I am looking into building/modifying a fishing light for my father. It would be used to illuminate the surface of the sea (at night) to attract european smelt (this apparently works incredibly well). My father wants it to be fairly small, something that can be carried with other fishing supplies, and attachable to an old fishing rod (to be used as a telescoping mount).

The simplest solution would be getting a 18650 LED flashlight and spare batteries. I have offered to give him some old 18650s (harvested from an old laptop battery, so free), but he has his own ideas. He wants to power the light from his 12V SLAs.

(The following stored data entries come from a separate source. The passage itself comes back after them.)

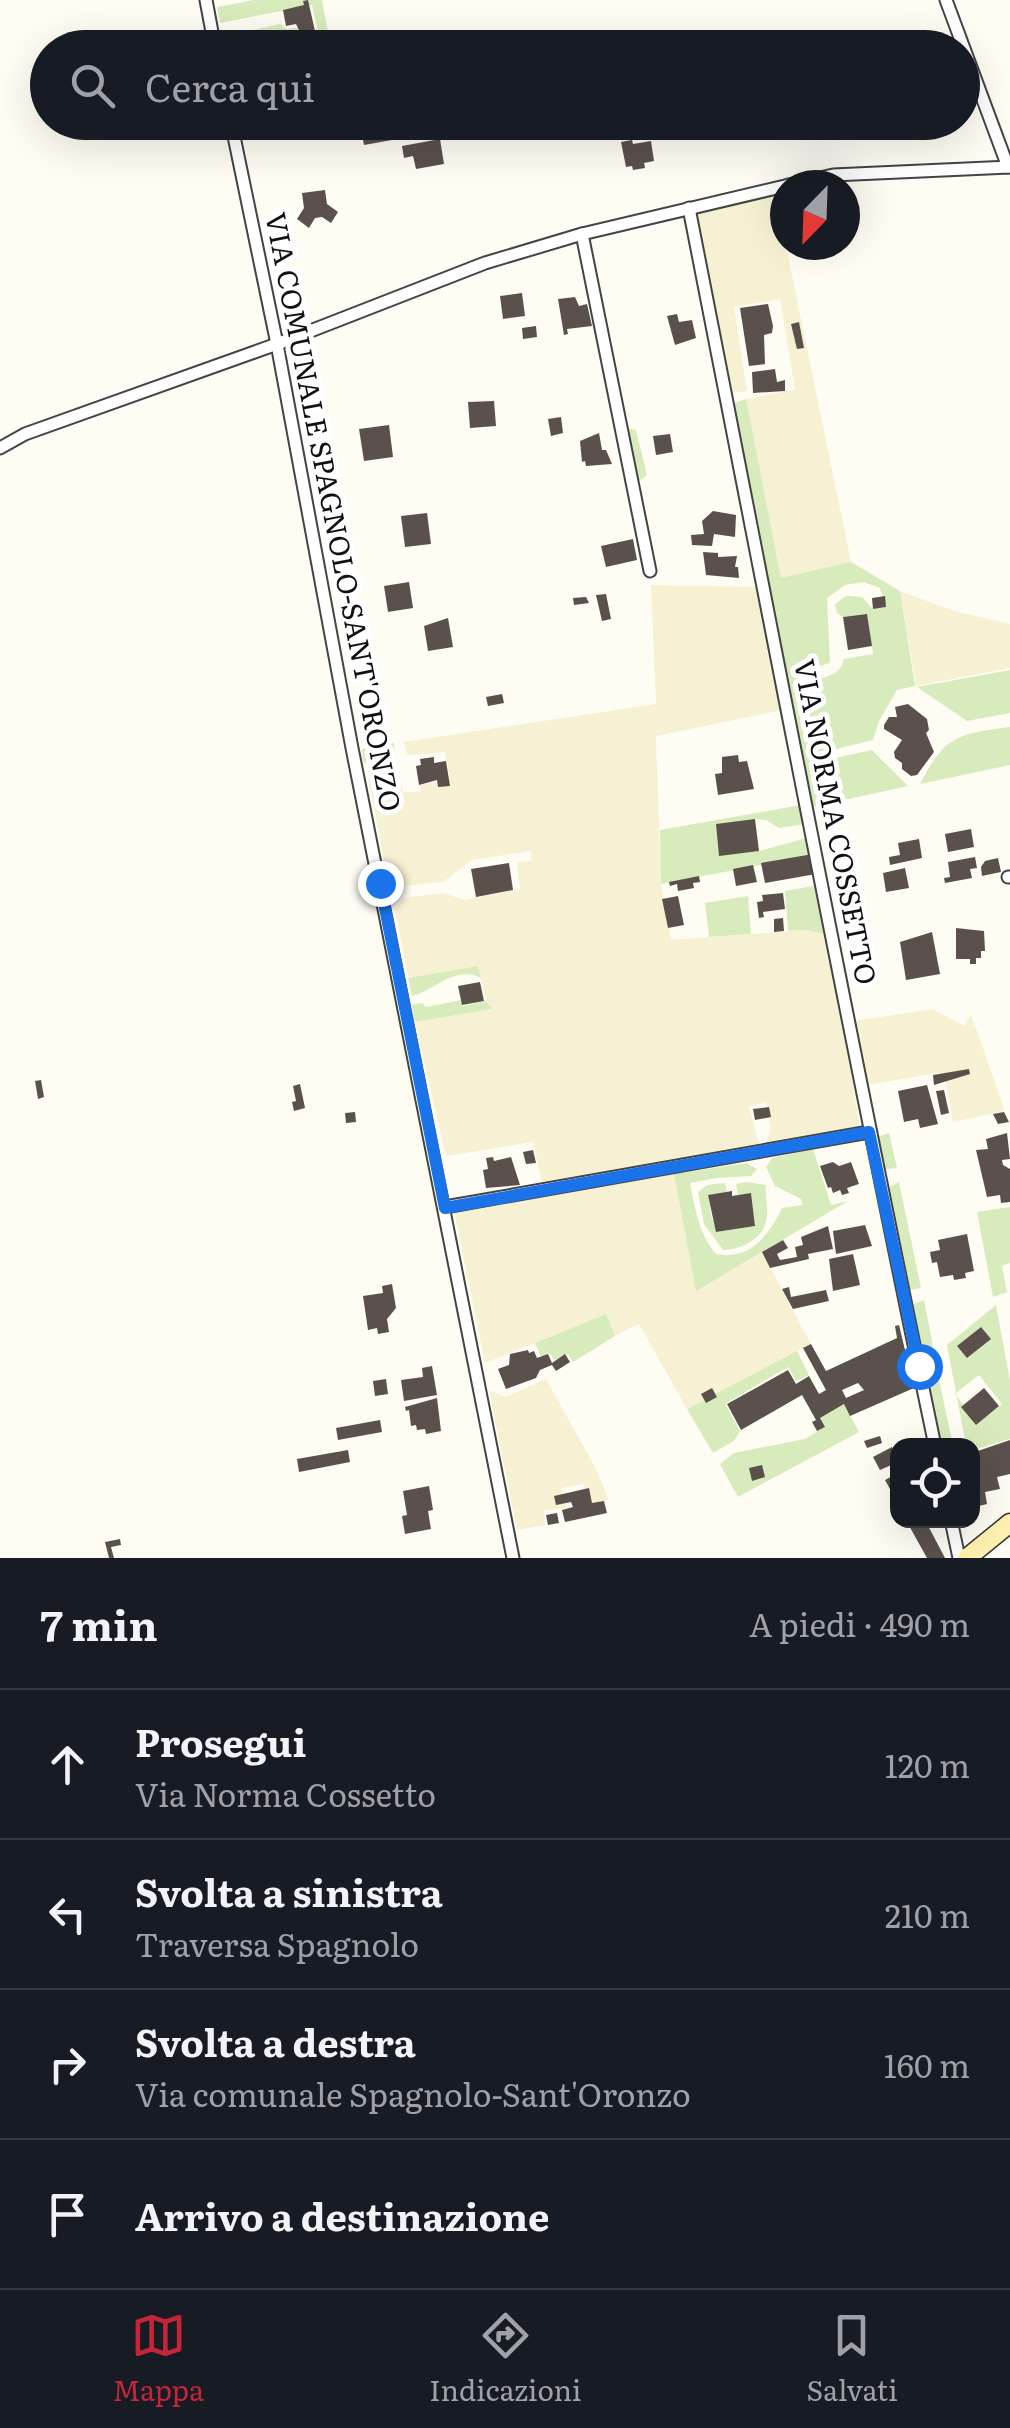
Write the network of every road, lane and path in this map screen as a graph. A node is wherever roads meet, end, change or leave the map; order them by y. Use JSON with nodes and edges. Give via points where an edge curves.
{"nodes":[{"id":1,"x":206,"y":0,"type":"edge"},
{"id":2,"x":946,"y":0,"type":"edge"},
{"id":3,"x":212,"y":30,"type":"edge"},
{"id":4,"x":957,"y":30,"type":"edge"},
{"id":5,"x":980,"y":90,"type":"edge"},
{"id":6,"x":235,"y":140,"type":"edge"},
{"id":7,"x":1009,"y":167,"type":"edge"},
{"id":8,"x":860,"y":173,"type":"edge"},
{"id":9,"x":770,"y":189,"type":"edge"},
{"id":10,"x":690,"y":208,"type":"junction"},
{"id":11,"x":582,"y":234,"type":"junction"},
{"id":12,"x":277,"y":344,"type":"junction"},
{"id":13,"x":0,"y":448,"type":"edge"},
{"id":14,"x":650,"y":572,"type":"dead end"},
{"id":15,"x":869,"y":1132,"type":"junction"},
{"id":16,"x":445,"y":1208,"type":"junction"},
{"id":17,"x":933,"y":1438,"type":"edge"},
{"id":18,"x":1010,"y":1523,"type":"edge"},
{"id":19,"x":953,"y":1528,"type":"edge"},
{"id":20,"x":514,"y":1558,"type":"edge"},
{"id":21,"x":959,"y":1558,"type":"edge"},
{"id":22,"x":966,"y":1558,"type":"edge"}],
"edges":[{"from":1,"to":3,"type":"street"},
{"from":2,"to":4,"type":"street"},
{"from":5,"to":7,"type":"street"},
{"from":6,"to":12,"type":"street","name":"VIA COMUNALE SPAGNOLO-SANT'ORONZO"},
{"from":7,"to":8,"type":"street"},
{"from":9,"to":10,"type":"street"},
{"from":10,"to":11,"type":"street"},
{"from":10,"to":15,"type":"street","name":"VIA NORMA COSSETTO"},
{"from":11,"to":12,"type":"street","via":[[485,262]]},
{"from":11,"to":14,"type":"street"},
{"from":12,"to":13,"type":"street"},
{"from":12,"to":16,"type":"street","name":"VIA COMUNALE SPAGNOLO-SANT'ORONZO"},
{"from":15,"to":16,"type":"street"},
{"from":15,"to":17,"type":"street","name":"VIA NORMA COSSETTO"},
{"from":16,"to":20,"type":"street","name":"VIA COMUNALE SPAGNOLO-SANT'ORONZO"},
{"from":18,"to":22,"type":"street"},
{"from":19,"to":21,"type":"street"}]}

I searched around the forum, and came up with these ideas:

1) Get an LED flashlight, remove the battery tube, and run it off the SLA battery through a stepdown (buck) voltage regulator. Simple, but according to efficiency curves, small stepdown regulators regulating 12V to 3.7-4V are only 80% efficient (that seems low. Is that low?).

2) Use a 12V LED, like this one:
https://www.fasttech.com/products/1609/10010823/1924906-cree-mk-r-1200lm-3500k-led-emitter

And a 3-18V driver, like this one:
http://www.dx.com/p/18v-5w-cree-circuit-board-for-flashlights-16-8mm-5-5mm-26110

The driver in the example is 5W, the LED is 12W (so, 1A) (12V LEDs don't seem to come in low power). Would that work? Would the LED work being driven at 410 mA?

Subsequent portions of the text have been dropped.